Title: Calculating degrees of freedom in multivariate local polynomial regression
Authors: Christopher Parmeter - University of Miami (United States) [presenting]
Nadine McCloud - University of the West Indies -- Mona (Jamaica)
Abstract: The matrix that transforms the response variable in a regression to its predicted value is commonly referred to as the hat matrix. The trace of the hat matrix is a standard metric for calculating degrees of freedom. Nonparametric-based hat matrices do not enjoy all properties of their parametric counterpart in part owing to the fact that the former do not always stem directly from a traditional ANOVA decomposition. In the multivariate, local polynomial setup with a mix of continuous and discrete covariates, which include some irrelevant covariates, we formulate asymptotic expressions for the trace of the resultant hat matrix from the estimator of the unknown conditional mean and derivatives, as well as asymptotic expressions for the trace of the ANOVA-based hat matrix from the estimator of the unknown conditional mean.

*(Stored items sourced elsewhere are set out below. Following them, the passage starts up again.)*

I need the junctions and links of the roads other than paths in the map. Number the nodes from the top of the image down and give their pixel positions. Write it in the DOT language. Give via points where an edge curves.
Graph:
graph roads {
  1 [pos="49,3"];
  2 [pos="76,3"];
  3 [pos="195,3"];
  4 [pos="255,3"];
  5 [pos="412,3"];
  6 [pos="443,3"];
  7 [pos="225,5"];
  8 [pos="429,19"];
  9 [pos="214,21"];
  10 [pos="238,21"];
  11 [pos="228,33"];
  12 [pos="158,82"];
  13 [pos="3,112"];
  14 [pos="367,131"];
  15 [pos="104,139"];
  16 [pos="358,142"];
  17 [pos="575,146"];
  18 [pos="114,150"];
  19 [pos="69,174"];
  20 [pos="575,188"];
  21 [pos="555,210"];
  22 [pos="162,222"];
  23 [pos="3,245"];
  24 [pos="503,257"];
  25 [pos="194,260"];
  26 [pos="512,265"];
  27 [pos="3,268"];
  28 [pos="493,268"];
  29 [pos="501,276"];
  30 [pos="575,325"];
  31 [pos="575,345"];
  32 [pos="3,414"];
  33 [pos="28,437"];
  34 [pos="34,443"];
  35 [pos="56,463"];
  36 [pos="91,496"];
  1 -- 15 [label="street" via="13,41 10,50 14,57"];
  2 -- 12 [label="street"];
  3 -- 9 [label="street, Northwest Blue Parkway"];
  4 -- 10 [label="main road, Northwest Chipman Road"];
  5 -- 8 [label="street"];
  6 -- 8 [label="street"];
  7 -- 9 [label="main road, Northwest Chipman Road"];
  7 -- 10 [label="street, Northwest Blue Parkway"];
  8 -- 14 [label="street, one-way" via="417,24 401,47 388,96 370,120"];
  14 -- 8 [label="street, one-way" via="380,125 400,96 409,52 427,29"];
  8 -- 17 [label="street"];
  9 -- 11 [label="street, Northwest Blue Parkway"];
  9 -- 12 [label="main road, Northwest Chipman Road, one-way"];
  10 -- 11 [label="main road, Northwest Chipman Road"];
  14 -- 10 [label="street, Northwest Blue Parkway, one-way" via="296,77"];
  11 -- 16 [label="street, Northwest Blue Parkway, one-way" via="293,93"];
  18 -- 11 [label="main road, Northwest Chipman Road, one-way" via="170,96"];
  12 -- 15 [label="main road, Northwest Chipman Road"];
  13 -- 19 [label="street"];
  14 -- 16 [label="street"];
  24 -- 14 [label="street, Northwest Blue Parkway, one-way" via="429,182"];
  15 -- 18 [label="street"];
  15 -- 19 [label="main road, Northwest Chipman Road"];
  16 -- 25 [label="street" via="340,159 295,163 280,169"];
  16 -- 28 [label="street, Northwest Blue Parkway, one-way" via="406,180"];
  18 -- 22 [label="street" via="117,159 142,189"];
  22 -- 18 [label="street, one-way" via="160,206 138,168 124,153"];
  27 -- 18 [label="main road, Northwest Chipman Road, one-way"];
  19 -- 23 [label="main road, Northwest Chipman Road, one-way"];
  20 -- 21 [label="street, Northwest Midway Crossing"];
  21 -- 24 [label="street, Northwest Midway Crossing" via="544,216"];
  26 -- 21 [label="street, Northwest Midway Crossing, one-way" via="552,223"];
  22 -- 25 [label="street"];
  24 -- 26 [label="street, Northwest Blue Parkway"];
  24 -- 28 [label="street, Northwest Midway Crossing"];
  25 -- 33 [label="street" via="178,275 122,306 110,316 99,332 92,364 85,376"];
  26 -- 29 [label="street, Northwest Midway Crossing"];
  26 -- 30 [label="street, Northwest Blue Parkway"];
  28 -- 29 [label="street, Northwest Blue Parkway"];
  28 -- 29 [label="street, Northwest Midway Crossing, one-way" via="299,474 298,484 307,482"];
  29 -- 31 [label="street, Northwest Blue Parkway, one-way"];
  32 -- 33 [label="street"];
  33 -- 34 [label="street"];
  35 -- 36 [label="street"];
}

For a bivariate regression, we show that the asymptotic expression of the trace of the former hat matrix associated with the conditional mean estimator is equal up to a linear combination of kernel-dependent constants to that of the ANOVA-based hat matrix. Additionally, we document that the ANOVA-based hat matrix converges to 0 in any setting where the bandwidths diverge. This can occur in the presence of irrelevant continuous covariates or it can arise when the underlying data generating process is in fact of polynomial order. We use simulated examples to demonstrate that our aforementioned theoretical contributions are valid in finite-sample settings.